The following table sets forth certain information regarding changes in
net interest income attributable to changes in the volumes and rates of interest
earning assets and interest bearing liabilities for the three months ended March
31, 2003 as compared to the three months ended March 31, 2002 (in thousands):



Volume Rate Net
------- ------- -------

INTEREST INCOME
Interest bearing deposits with banks $ (36) $ (70) $ (106)
Federal funds sold (471) (191) (662)
Securities:
Taxable 1,521 (957) 564
Non-taxable 355 86 441
Loans 10,726 (12,674) (1,948)
------- -------- -------
12,095 (13,806) (1,711)
------- -------- -------
INTEREST EXPENSE
Deposits:
Interest bearing demand 345 (774) (429)
Savings 2,041 (2,179) (138)
Other time (1,310) (5,548) (6,858)
Short-term borrowings 976 (1,432) (456)
Long-term debt 1,187 (557) 630
Capital securities 86 86
------- -------- -------
3,325 (10,490) (7,165)
------- -------- -------
NET CHANGE $ 8,770 $ (3,316) $ 5,454
======= ======== =======


The amount of change not solely due to rate or volume changes was
allocated between the change due to rate and the change due to volume based on
the net size of the rate and volume changes.

Interest income on loans, on a fully taxable equivalent basis,
decreased 2.1% from $93.0 million for the three months ended March 31, 2002 to
$91.1 million for the three months ended March 31, 2003. This decrease was
solely related to yield as the Corporation's average loans increased by $380.5
million. The yield on loans decreased by 71 basis points from 7.72% to 7.01%.

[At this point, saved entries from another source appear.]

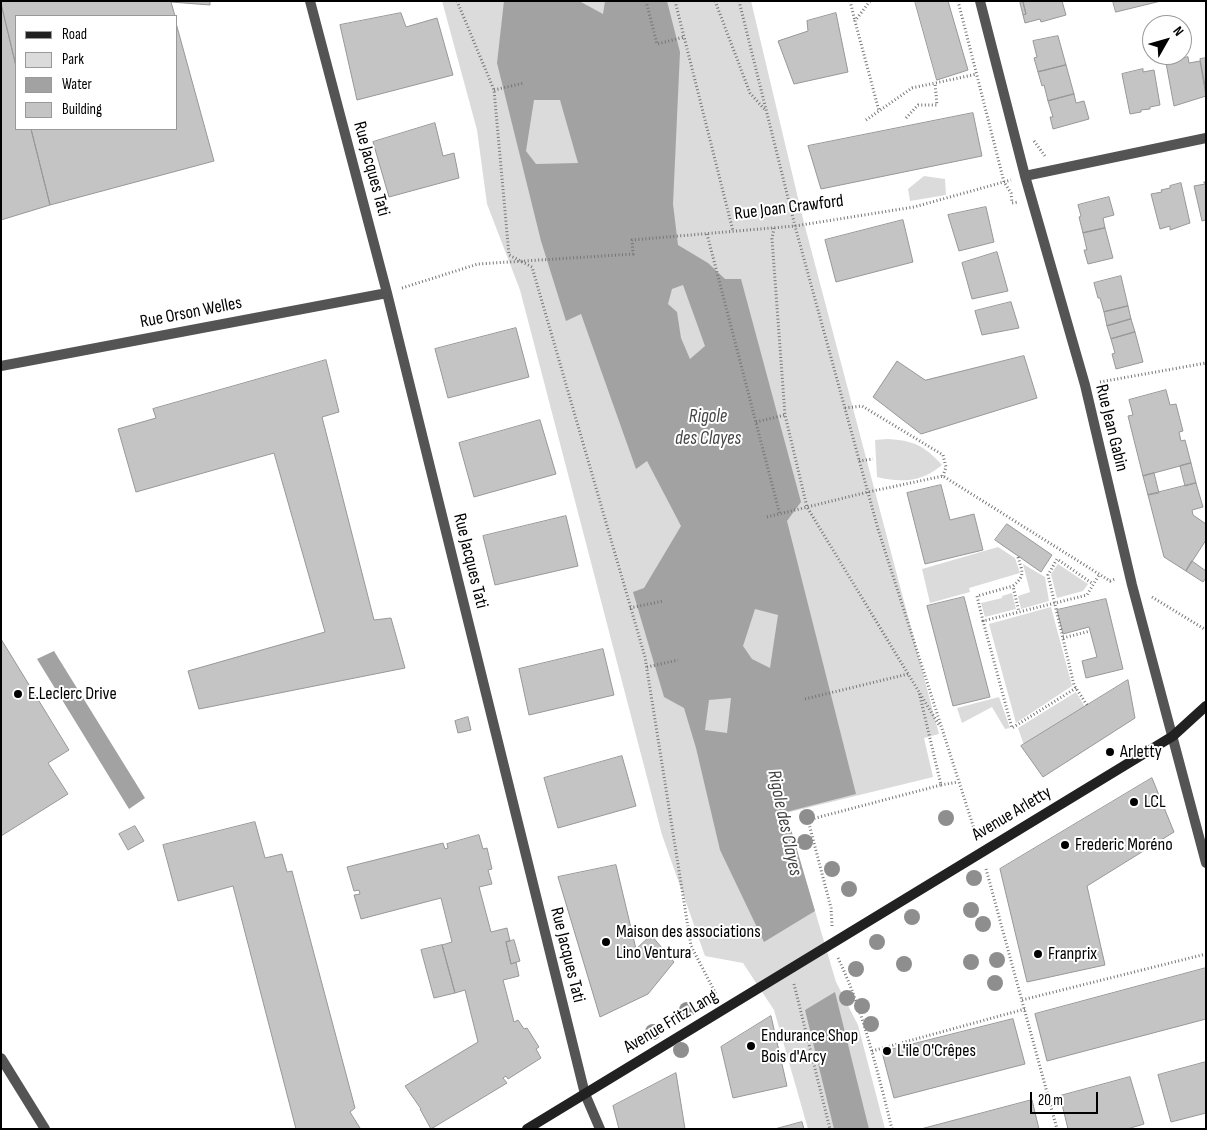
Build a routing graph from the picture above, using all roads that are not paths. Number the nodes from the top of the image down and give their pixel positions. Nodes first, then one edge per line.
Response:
1 (310, 1) edge
2 (980, 1) edge
3 (1206, 138) edge
4 (1025, 176) junction
5 (387, 293) junction
6 (1, 366) edge
7 (1206, 706) edge
8 (1173, 736) junction
9 (1206, 863) edge
10 (832, 944) joint
11 (1, 1058) edge
12 (585, 1094) junction
13 (45, 1129) edge
14 (527, 1129) edge
15 (600, 1129) edge

1 - 5 street, Rue Jacques Tati
2 - 4 street, Rue Jean Gabin
3 - 4 street
4 - 8 street, Rue Jean Gabin
5 - 6 street, Rue Orson Welles
5 - 12 street, Rue Jacques Tati
7 - 8 street, Avenue Arletty
8 - 9 street, Rue Jean Gabin
8 - 10 street, Avenue Arletty
10 - 12 street, Avenue Fritz Lang
11 - 13 street
12 - 14 street, Avenue Fritz Lang
12 - 15 street, Rue Jacques Tati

Interest expense on deposits decreased $7.4 million or 23.9% for the
three months ended March 31, 2003, compared to the same period of 2002, despite
an increase in average interest bearing deposits of 3.7% over this same period.
The average balances in interest bearing demand deposits and savings deposits
increased by $127.0 million and $164.2 million, respectively, while the average
balance in time deposits decreased by $127.6 million. The Corporation continued
to successfully generate non-interest bearing

14



deposits as such deposits increased by $85.2 million or 10.1% from March 31,
2002 to March 31, 2003. The average balance in short-term borrowing increased by
$90.8 million as average repurchase agreements increased $30.3 million and
average short-term subordinated notes increased $24.0 million during the first
quarter of 2003. Interest expense on long-term debt increased $630,000 from
March 31, 2002 as average long-term debt increased $118.2 million.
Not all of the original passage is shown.